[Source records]

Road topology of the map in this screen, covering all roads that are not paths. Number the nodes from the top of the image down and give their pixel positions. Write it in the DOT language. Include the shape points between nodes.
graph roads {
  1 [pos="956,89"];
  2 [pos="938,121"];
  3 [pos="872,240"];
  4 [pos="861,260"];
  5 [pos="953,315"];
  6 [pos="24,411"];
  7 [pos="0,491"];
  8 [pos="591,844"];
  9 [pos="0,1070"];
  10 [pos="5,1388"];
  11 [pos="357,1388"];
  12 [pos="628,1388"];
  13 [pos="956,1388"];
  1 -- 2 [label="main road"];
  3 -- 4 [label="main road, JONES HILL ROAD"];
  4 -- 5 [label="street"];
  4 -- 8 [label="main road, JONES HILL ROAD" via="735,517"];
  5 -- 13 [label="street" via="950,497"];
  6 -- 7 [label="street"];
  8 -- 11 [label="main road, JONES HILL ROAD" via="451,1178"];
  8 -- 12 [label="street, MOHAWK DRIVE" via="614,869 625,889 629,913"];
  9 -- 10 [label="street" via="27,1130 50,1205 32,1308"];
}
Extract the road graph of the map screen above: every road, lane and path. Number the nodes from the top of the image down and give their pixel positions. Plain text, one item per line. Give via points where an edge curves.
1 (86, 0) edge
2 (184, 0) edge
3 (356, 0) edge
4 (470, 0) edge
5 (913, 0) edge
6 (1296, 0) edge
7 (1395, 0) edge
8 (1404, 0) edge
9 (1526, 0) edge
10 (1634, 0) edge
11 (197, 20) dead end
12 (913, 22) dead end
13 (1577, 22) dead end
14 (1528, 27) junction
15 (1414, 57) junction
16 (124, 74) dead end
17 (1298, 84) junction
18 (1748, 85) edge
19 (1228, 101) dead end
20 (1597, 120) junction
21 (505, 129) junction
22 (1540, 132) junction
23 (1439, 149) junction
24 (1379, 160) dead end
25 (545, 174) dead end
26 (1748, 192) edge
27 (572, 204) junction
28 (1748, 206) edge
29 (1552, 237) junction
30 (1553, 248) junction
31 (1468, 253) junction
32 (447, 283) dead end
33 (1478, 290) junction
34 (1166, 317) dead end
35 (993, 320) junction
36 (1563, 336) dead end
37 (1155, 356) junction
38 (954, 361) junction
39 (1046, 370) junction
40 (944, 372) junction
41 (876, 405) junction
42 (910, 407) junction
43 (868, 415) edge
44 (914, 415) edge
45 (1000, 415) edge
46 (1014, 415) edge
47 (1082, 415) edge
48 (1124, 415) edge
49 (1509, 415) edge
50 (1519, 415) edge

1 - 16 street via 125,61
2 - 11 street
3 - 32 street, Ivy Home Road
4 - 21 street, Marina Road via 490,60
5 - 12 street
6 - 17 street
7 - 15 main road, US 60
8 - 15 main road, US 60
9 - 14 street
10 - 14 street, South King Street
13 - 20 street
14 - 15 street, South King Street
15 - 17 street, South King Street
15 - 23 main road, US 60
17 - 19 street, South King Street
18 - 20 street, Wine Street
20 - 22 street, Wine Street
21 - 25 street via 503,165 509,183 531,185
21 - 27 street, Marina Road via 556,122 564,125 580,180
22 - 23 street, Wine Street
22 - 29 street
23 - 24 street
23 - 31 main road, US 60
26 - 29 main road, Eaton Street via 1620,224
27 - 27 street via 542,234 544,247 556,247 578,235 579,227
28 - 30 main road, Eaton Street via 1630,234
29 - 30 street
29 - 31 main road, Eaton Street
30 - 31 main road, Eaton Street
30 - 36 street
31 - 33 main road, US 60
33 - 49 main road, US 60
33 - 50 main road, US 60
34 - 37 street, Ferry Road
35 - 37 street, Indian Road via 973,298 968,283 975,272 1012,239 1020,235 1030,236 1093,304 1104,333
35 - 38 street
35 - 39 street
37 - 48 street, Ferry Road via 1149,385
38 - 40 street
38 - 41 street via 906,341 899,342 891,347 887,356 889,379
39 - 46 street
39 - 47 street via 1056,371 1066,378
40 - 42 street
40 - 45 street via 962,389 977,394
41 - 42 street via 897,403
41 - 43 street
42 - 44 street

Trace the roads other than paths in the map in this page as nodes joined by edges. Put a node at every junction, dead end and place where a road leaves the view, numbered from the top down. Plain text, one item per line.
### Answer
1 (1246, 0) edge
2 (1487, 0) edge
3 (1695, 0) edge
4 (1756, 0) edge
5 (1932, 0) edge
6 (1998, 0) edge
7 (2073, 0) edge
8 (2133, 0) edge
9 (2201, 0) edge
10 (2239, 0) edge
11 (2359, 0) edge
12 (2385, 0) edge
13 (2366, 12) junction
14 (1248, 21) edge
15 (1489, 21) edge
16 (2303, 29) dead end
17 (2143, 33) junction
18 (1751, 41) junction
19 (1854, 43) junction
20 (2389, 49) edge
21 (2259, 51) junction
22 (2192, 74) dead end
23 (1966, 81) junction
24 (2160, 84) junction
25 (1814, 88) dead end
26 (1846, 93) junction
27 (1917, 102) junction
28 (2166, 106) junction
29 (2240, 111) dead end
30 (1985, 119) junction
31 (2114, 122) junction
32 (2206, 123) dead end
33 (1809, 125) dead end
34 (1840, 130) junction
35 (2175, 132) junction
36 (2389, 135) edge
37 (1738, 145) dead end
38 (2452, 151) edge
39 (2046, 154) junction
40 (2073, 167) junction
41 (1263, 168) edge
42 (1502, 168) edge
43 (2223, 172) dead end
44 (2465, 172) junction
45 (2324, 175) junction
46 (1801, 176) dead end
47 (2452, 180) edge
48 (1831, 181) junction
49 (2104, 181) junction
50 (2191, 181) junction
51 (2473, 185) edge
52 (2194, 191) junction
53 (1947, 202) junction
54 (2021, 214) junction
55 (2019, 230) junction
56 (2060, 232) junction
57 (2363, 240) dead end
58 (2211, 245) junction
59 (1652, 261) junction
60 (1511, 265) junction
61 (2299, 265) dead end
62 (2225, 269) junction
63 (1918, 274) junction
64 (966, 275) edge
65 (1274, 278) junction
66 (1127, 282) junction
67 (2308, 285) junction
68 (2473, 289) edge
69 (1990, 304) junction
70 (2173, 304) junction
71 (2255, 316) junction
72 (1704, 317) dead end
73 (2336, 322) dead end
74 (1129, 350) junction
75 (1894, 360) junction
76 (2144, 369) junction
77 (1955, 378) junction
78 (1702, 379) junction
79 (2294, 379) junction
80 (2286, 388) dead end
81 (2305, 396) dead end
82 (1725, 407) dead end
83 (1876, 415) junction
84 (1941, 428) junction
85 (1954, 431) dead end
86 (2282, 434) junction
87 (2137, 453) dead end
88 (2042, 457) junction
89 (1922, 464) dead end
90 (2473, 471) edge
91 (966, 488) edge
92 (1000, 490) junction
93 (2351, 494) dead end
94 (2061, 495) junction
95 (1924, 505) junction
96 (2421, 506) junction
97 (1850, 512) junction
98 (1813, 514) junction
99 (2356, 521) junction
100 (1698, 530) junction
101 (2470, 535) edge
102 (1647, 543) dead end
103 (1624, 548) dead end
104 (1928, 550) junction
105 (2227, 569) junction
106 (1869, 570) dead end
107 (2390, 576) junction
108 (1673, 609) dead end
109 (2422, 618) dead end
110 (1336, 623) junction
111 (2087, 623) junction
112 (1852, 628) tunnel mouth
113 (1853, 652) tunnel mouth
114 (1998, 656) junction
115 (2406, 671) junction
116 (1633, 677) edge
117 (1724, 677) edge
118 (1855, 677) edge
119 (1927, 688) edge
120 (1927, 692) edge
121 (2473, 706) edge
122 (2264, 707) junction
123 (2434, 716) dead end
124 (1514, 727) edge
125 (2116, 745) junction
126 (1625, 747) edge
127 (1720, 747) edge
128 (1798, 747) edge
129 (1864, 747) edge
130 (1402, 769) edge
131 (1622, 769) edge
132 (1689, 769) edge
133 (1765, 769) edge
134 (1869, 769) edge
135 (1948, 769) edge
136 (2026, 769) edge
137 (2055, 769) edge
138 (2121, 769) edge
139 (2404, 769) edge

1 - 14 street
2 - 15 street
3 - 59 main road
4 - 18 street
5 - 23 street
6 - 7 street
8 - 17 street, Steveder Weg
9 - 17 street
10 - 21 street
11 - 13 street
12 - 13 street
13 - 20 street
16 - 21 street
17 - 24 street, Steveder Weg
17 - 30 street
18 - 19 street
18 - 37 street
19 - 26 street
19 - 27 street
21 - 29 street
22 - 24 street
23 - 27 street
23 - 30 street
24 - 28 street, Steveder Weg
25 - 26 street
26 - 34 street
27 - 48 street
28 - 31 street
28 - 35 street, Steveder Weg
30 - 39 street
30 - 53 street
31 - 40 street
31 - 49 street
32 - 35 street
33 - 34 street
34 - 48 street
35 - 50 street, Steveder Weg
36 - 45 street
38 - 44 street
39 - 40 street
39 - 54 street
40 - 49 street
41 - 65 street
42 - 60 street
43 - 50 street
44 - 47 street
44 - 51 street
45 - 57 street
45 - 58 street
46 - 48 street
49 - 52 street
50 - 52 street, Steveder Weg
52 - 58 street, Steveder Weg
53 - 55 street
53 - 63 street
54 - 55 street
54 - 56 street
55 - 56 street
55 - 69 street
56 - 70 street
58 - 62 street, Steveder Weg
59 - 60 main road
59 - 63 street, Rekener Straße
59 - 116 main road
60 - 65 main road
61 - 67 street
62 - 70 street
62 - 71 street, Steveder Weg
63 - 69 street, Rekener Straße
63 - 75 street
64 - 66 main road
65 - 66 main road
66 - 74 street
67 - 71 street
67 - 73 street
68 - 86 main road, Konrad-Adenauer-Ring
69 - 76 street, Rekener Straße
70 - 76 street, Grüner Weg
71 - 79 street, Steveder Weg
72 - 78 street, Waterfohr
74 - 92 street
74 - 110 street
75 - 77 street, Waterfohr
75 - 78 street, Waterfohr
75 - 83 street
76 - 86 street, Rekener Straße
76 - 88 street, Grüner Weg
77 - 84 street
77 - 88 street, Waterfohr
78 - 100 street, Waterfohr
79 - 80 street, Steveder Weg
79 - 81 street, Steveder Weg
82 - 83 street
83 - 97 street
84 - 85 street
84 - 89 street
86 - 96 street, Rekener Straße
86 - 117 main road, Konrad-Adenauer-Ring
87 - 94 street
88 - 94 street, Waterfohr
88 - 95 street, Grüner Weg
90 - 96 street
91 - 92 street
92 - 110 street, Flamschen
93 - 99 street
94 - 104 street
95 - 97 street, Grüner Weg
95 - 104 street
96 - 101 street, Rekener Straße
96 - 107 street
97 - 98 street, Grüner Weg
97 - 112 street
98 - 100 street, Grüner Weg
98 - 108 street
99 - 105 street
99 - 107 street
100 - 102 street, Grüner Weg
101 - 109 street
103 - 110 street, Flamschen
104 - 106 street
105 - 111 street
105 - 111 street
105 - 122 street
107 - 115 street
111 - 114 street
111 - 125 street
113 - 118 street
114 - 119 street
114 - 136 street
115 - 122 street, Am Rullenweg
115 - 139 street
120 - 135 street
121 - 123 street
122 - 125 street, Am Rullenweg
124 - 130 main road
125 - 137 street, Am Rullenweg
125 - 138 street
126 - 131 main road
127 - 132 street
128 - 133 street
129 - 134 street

- _WORK INSTRUCTION_: List each line of the entries that holds the string "every".

- _REPLY_:
Extract the road graph of the map screen above: every road, lane and path. Number the nodes from the top of the image down and give their pixel positions. Plain text, one item per line. Give via points where an edge curves.
Trace the roads other than paths in the map in this page as nodes joined by edges. Put a node at every junction, dead end and place where a road leaves the view, numbered from the top down. Plain text, one item per line.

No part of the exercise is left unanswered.